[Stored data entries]
□ □ □ □

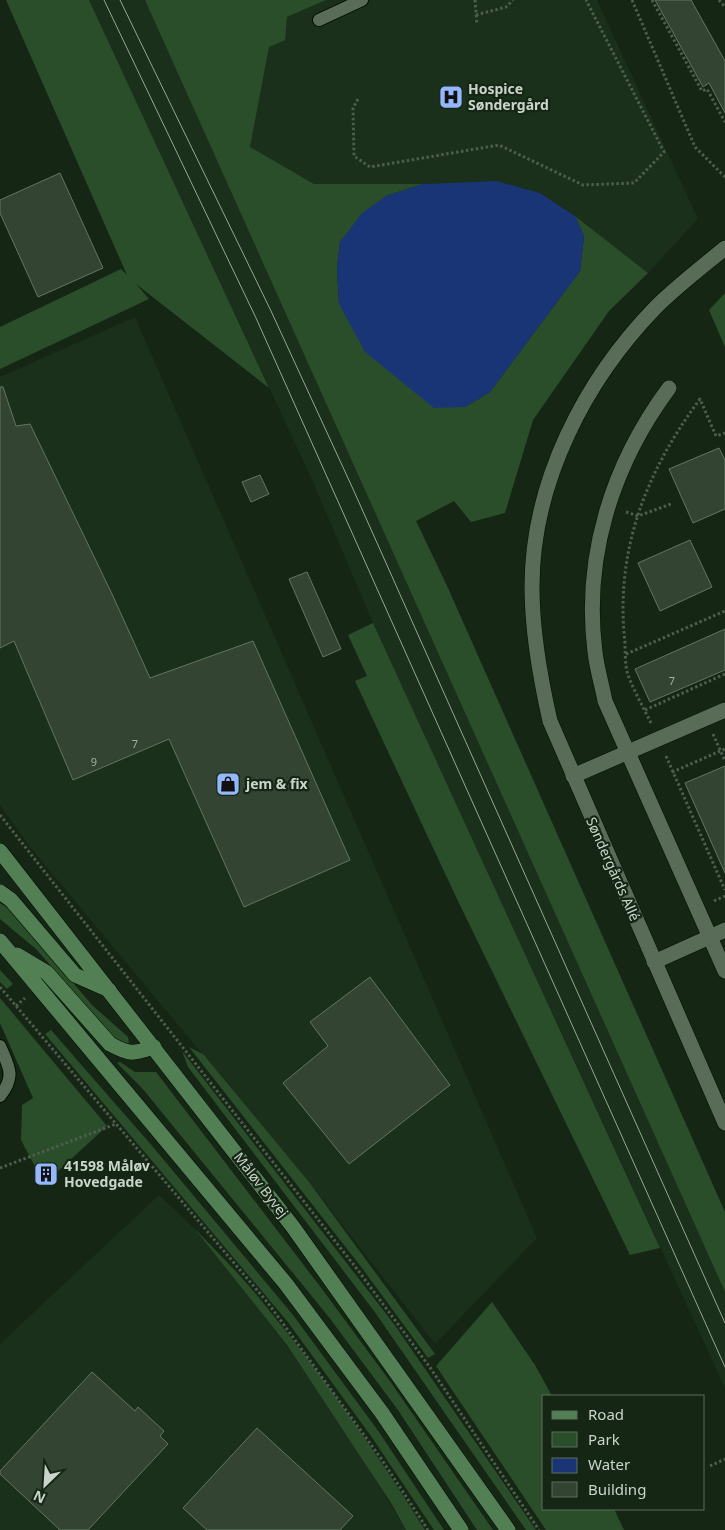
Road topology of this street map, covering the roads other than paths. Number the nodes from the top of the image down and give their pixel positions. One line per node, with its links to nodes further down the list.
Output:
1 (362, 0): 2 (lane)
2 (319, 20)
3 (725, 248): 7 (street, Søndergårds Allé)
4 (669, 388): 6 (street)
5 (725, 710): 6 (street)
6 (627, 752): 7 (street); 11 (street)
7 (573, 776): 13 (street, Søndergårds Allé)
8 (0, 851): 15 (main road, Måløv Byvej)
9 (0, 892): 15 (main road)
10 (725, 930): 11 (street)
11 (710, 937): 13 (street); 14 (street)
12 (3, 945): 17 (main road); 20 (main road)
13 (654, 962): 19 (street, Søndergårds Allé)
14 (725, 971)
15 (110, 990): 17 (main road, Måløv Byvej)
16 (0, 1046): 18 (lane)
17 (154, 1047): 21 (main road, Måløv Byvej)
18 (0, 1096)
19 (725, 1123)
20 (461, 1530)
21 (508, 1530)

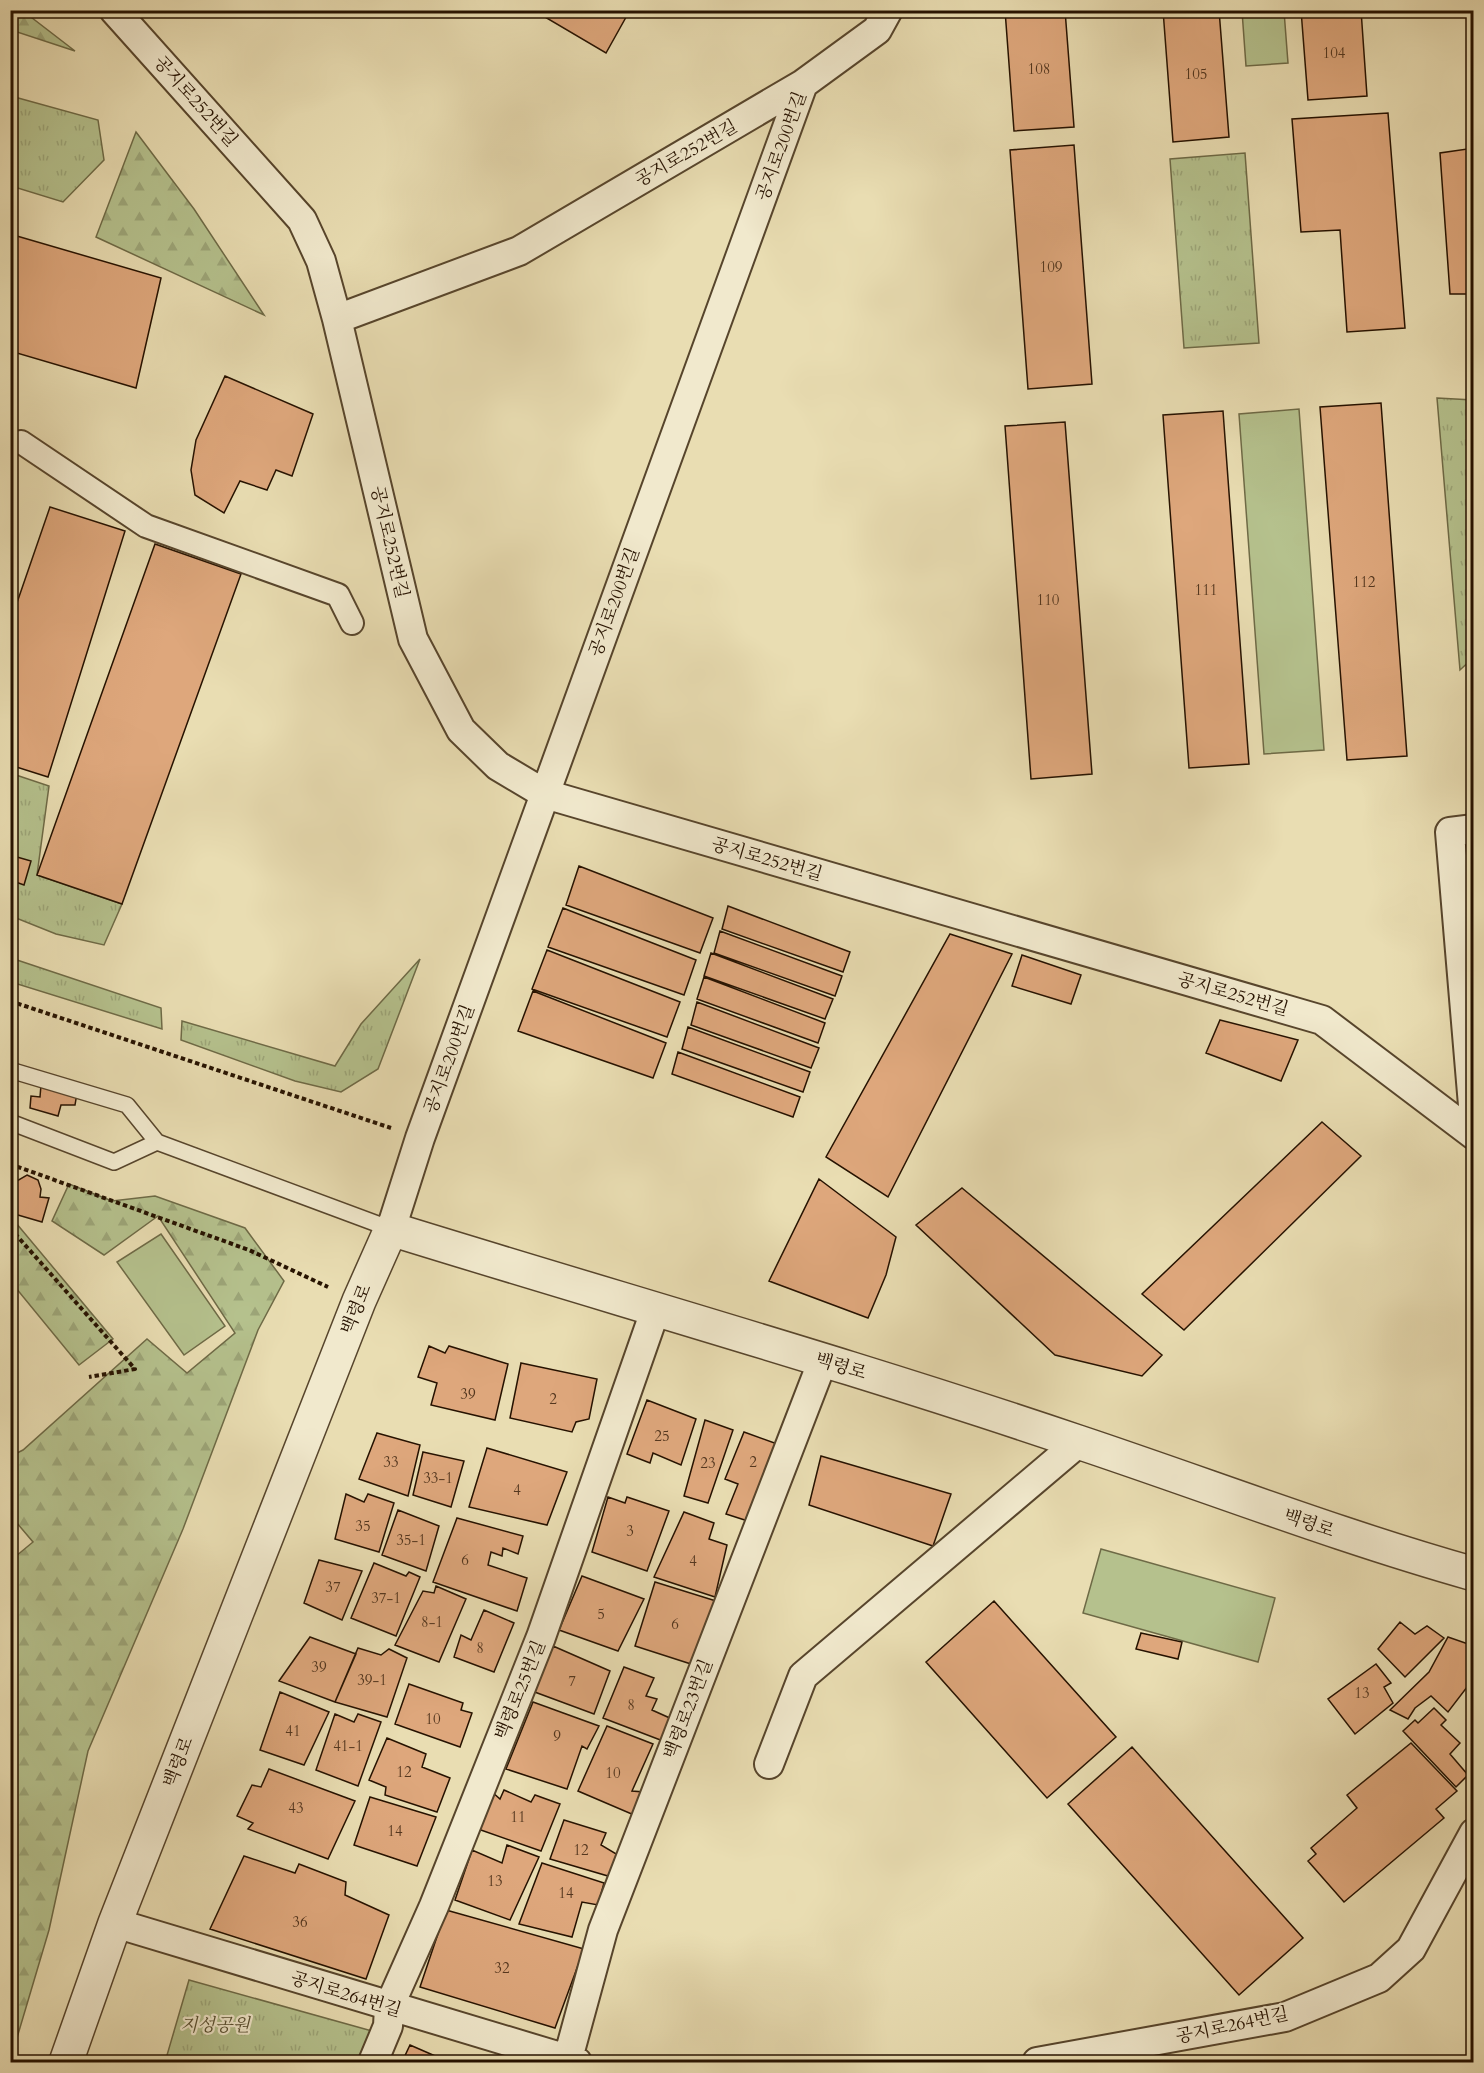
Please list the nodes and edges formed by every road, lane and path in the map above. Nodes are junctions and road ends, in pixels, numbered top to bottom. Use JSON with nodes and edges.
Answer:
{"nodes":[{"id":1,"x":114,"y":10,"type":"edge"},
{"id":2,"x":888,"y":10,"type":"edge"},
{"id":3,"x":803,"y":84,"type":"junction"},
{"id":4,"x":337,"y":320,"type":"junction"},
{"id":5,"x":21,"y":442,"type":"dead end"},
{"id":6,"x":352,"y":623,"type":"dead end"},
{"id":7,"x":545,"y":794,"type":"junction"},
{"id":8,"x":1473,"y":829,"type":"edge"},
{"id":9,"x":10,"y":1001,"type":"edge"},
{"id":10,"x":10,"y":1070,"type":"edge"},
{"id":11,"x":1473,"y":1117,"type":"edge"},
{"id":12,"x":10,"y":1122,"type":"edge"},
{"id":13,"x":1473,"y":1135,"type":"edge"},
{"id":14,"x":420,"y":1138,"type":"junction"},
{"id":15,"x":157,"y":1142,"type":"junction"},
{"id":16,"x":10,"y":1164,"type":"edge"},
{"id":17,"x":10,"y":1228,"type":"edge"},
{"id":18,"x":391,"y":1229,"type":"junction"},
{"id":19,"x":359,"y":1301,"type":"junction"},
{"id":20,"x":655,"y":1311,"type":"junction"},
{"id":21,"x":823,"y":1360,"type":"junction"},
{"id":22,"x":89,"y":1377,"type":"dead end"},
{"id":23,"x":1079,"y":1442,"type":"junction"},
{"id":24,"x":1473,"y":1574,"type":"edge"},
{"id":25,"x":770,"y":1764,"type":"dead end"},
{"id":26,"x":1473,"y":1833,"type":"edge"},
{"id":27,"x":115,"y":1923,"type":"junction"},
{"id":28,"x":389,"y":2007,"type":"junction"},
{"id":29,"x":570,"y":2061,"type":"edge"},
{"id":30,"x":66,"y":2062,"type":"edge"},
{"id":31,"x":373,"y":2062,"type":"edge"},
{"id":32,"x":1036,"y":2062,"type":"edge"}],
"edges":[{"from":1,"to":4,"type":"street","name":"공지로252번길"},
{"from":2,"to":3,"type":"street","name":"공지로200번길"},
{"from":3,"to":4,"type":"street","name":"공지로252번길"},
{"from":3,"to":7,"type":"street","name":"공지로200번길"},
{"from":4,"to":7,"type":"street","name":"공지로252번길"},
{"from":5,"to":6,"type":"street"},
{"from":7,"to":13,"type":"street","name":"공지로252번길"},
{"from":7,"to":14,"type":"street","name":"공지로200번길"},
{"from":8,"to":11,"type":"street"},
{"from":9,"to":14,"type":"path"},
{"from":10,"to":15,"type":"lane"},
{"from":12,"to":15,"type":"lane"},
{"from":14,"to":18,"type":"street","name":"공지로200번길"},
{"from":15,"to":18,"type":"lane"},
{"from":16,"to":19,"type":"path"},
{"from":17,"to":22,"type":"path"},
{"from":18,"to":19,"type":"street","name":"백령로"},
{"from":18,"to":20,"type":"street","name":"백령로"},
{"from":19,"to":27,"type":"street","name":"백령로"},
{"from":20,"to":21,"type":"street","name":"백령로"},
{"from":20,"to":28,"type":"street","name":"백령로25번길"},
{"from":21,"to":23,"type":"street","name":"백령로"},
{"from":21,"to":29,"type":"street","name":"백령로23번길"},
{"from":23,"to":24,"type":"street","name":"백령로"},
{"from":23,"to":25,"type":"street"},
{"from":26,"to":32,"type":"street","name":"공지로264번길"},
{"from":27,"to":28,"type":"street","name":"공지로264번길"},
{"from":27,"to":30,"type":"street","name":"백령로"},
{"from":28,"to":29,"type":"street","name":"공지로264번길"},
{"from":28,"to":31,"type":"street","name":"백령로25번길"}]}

□ □ □ □

Reproduce each line of the records in which the word "Søndergårds" appears.

• [Answer to this exercise]
3 (725, 248): 7 (street, Søndergårds Allé)
7 (573, 776): 13 (street, Søndergårds Allé)
13 (654, 962): 19 (street, Søndergårds Allé)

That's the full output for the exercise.